Required work | The required result is an exact copy of the lines from the one containing "ring mcp: (233, 149)" to the last line of the records, both ends included, without pictures.

Data for processing Start Marker

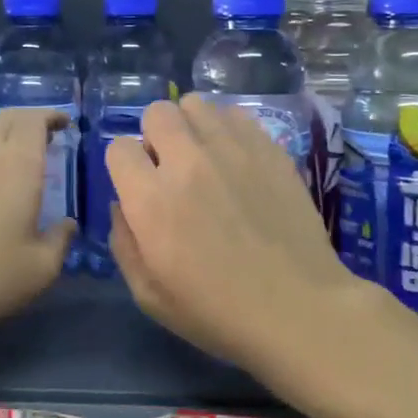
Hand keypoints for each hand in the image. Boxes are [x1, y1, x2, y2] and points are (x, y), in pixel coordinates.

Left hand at [0, 107, 74, 340]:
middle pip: (7, 118)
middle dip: (30, 119)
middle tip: (50, 135)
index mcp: (19, 166)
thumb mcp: (40, 267)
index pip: (34, 121)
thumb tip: (68, 225)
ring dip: (9, 135)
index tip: (66, 123)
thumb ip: (60, 241)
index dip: (51, 116)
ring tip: (28, 156)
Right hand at [107, 95, 368, 374]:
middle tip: (170, 167)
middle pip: (156, 112)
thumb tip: (120, 204)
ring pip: (196, 104)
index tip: (140, 187)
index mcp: (151, 200)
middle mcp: (187, 161)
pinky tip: (236, 160)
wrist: (298, 309)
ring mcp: (233, 149)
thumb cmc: (218, 313)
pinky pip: (235, 115)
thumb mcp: (149, 295)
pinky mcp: (269, 148)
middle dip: (154, 136)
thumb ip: (124, 242)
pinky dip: (227, 130)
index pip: (119, 148)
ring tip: (204, 157)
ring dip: (190, 127)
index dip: (125, 167)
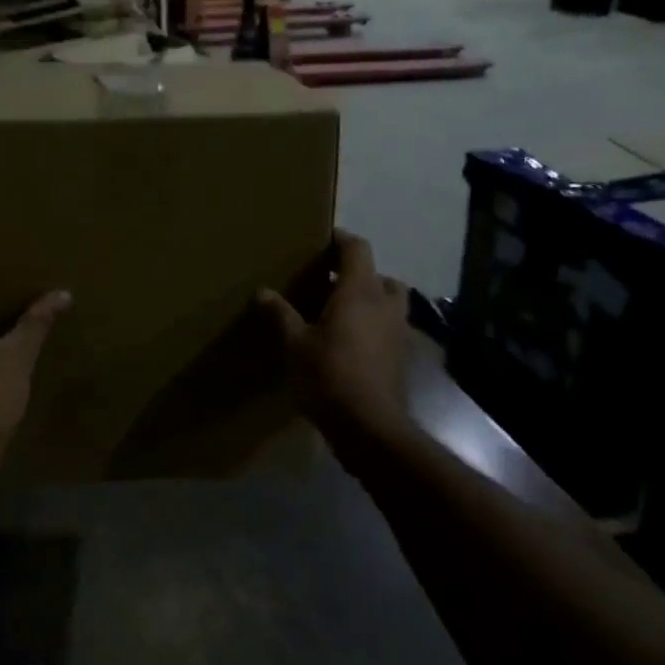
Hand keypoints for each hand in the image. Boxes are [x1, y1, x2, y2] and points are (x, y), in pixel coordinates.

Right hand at [256, 230, 411, 438]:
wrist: (369, 426)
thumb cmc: (329, 376)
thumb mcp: (295, 344)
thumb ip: (281, 314)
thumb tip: (262, 291)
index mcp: (359, 292)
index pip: (358, 249)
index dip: (341, 239)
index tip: (323, 239)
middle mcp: (385, 304)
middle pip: (379, 274)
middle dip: (358, 273)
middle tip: (331, 282)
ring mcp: (399, 331)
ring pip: (390, 301)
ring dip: (371, 299)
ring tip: (342, 312)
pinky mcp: (402, 356)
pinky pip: (390, 327)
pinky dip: (375, 325)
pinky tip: (352, 342)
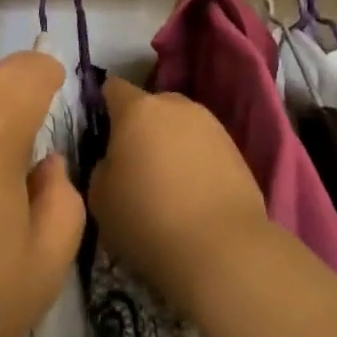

Data for processing End Marker

Solution |
ring mcp: (233, 149)
thumb cmc: (218, 313)
pinky pip: (235, 115)
thumb mcp: (149, 295)
pinky mcp: (269, 148)
middle dip: (154, 136)
thumb ip: (124, 242)
pinky dip: (227, 130)
index pip: (119, 148)
ring tip: (204, 157)
ring dip: (190, 127)
index dip: (125, 167)
Hand keypoints for each hand in the image. Boxes are [x1, y1, x2, y2] and points are (x, y), in pixel coordinates.

Right hand at [256, 230, 411, 438]:
wrist: (369, 426)
thumb cmc: (329, 376)
thumb mcp: (295, 344)
thumb ip: (281, 314)
thumb tip: (262, 291)
index mcp: (359, 292)
index pip: (358, 249)
index dip: (341, 239)
index tip: (323, 239)
middle mcp: (385, 304)
middle pip: (379, 274)
middle dip: (358, 273)
middle tip: (331, 282)
ring mcp: (399, 331)
ring pip: (390, 301)
ring dip: (371, 299)
ring tip: (342, 312)
pinky mcp: (402, 356)
pinky pip: (390, 327)
pinky dip: (375, 325)
pinky tip: (352, 342)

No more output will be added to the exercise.